Innovative collaborative task allocation for uavs

Decades of advances in electronics and communication technologies have enabled large-scale, flexible, reconfigurable multiple-UAV systems with a variety of applications ranging from large-scale military surveillance and reconnaissance to environmental monitoring and disaster response. Most of these applications require multiple tasks and service requests to be handled by a large group of UAVs in an efficient manner. Motivated by these problems, this chapter is devoted to a large-scale distributed task/target assignment problem for a fleet of autonomous UAVs. Central to this chapter is an algorithm that uses the delayed column generation approach on a non-convex supply-demand formulation for the problem. The algorithm exploits a computationally tractable distributed coordination structure, i.e., a market for tasks and targets created by the UAV fleet.
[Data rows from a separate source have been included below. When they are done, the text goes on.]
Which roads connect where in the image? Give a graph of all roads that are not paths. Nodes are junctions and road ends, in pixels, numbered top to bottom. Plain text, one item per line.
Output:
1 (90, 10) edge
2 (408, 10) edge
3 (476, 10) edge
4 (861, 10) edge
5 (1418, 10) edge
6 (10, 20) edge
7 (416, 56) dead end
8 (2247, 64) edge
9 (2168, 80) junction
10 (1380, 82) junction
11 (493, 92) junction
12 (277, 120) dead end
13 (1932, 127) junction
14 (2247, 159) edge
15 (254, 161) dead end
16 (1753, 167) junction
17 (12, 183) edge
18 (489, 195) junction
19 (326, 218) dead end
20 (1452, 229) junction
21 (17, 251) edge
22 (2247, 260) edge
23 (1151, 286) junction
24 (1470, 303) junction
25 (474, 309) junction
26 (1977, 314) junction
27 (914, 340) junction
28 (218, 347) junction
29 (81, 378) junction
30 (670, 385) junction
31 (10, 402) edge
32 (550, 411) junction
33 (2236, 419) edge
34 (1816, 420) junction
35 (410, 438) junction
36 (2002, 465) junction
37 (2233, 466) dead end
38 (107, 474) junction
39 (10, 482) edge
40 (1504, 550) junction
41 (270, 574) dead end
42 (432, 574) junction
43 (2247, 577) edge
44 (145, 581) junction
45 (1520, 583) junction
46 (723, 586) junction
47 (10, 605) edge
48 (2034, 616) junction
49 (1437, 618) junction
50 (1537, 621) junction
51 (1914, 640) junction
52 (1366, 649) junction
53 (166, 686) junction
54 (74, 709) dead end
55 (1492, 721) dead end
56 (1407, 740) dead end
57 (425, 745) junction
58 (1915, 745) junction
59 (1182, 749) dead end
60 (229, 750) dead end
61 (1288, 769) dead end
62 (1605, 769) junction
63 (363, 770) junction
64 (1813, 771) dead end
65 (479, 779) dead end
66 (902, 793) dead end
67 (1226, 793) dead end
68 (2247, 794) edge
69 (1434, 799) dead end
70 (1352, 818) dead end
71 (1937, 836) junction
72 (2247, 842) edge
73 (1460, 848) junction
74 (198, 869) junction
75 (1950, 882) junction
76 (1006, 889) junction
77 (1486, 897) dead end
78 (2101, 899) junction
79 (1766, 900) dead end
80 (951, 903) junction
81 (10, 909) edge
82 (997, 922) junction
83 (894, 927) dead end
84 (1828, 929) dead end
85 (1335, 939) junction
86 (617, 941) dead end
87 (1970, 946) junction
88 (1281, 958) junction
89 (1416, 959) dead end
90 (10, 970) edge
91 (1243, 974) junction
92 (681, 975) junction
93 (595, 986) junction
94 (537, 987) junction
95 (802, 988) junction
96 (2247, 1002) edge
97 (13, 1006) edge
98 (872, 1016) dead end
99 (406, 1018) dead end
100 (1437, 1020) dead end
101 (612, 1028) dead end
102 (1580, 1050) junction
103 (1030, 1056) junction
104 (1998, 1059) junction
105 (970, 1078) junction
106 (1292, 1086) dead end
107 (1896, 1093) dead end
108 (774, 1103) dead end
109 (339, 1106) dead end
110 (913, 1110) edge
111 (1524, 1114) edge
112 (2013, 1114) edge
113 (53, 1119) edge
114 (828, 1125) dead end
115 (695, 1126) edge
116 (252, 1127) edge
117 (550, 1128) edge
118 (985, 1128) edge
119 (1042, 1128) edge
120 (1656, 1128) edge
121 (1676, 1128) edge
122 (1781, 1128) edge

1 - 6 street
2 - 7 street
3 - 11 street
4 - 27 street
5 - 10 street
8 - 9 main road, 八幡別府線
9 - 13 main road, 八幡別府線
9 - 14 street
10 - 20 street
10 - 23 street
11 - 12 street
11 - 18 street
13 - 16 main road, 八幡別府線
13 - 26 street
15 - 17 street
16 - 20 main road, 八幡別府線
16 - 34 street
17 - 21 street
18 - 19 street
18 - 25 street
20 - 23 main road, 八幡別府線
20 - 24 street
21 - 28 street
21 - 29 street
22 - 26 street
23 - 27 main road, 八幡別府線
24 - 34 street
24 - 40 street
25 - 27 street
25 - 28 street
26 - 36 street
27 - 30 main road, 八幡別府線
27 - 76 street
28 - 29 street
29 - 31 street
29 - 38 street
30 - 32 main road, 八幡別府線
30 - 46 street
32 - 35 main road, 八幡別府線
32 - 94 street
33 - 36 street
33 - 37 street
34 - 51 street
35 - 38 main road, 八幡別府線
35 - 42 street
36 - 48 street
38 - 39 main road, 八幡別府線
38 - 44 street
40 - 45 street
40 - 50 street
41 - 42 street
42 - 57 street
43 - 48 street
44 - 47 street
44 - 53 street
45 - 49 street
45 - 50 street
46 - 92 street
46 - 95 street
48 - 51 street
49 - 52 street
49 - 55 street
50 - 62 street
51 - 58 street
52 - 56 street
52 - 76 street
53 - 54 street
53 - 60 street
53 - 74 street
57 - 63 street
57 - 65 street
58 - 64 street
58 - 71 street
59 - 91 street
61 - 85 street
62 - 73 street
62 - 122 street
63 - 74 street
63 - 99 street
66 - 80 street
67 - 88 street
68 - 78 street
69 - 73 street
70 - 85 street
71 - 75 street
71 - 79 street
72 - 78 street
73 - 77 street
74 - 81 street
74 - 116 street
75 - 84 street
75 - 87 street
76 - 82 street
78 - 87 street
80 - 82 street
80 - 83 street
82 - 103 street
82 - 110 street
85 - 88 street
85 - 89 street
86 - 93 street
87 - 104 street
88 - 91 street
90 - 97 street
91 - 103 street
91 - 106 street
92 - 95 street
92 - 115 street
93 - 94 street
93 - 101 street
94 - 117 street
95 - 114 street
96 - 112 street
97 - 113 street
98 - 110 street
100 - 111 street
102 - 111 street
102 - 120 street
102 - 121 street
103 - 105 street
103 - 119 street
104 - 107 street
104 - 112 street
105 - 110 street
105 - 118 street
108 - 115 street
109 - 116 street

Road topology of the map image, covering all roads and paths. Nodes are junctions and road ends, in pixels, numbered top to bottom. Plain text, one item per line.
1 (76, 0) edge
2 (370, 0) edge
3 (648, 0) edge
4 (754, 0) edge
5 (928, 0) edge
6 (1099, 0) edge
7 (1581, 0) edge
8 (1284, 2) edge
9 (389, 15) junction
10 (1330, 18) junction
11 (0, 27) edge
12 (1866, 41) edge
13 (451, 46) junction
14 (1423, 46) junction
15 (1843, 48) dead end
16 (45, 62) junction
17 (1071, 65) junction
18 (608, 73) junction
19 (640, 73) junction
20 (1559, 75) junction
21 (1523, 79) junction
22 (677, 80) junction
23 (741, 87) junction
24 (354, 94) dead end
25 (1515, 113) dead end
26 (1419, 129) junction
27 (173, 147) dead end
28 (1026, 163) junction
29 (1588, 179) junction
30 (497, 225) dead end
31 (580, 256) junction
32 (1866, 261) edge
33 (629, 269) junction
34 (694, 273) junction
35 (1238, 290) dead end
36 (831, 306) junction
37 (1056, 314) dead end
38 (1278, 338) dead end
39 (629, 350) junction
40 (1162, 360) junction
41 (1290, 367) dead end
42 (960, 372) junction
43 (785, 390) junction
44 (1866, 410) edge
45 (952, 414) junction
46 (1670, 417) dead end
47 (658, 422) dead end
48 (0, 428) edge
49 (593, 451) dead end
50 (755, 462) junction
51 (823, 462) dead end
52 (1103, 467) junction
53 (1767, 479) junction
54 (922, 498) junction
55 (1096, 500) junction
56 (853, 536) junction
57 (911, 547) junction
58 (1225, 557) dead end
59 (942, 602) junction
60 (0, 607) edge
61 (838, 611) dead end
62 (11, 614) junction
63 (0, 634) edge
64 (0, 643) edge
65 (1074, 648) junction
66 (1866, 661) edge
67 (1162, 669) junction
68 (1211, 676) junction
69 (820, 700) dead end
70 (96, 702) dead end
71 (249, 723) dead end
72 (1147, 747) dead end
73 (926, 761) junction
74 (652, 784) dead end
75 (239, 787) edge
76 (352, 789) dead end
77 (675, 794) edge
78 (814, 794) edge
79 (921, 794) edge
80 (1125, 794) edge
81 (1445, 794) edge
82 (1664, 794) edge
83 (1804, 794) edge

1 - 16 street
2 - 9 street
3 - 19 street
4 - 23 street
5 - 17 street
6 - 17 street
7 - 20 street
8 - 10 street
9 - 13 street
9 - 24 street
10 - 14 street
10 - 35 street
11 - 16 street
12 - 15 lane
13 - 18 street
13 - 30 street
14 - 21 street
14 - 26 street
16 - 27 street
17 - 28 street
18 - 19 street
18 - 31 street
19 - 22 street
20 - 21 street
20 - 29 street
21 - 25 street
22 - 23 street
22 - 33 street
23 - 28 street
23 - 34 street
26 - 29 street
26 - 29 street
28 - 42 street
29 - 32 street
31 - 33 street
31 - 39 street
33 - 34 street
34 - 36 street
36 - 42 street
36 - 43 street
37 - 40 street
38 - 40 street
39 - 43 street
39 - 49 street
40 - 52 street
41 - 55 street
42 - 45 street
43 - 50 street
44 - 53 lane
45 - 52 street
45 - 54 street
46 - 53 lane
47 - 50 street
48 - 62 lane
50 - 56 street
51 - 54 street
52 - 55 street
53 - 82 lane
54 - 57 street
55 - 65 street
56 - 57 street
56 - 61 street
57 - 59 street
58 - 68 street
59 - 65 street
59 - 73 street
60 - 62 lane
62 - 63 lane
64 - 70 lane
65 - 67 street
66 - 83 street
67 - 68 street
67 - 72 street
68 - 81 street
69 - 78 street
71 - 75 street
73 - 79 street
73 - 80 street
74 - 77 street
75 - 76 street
The resulting structure is solved via a fleet-optimal dual simplex ascent in which each UAV updates its respective flight plan costs with a linear update of waypoint task values as evaluated by the market. Synchronized and asynchronous distributed implementations of this approximation algorithm is demonstrated in a thorough experimental study involving dynamically changing scenarios with random pop-up targets. Results from the tests performed on an in-house built network mission simulator are also provided for the numerical verification of the algorithm on (a) bounded polynomial-time computational complexity and (b) hard real-time performance for problem sizes on the order of 100 waypoints per UAV.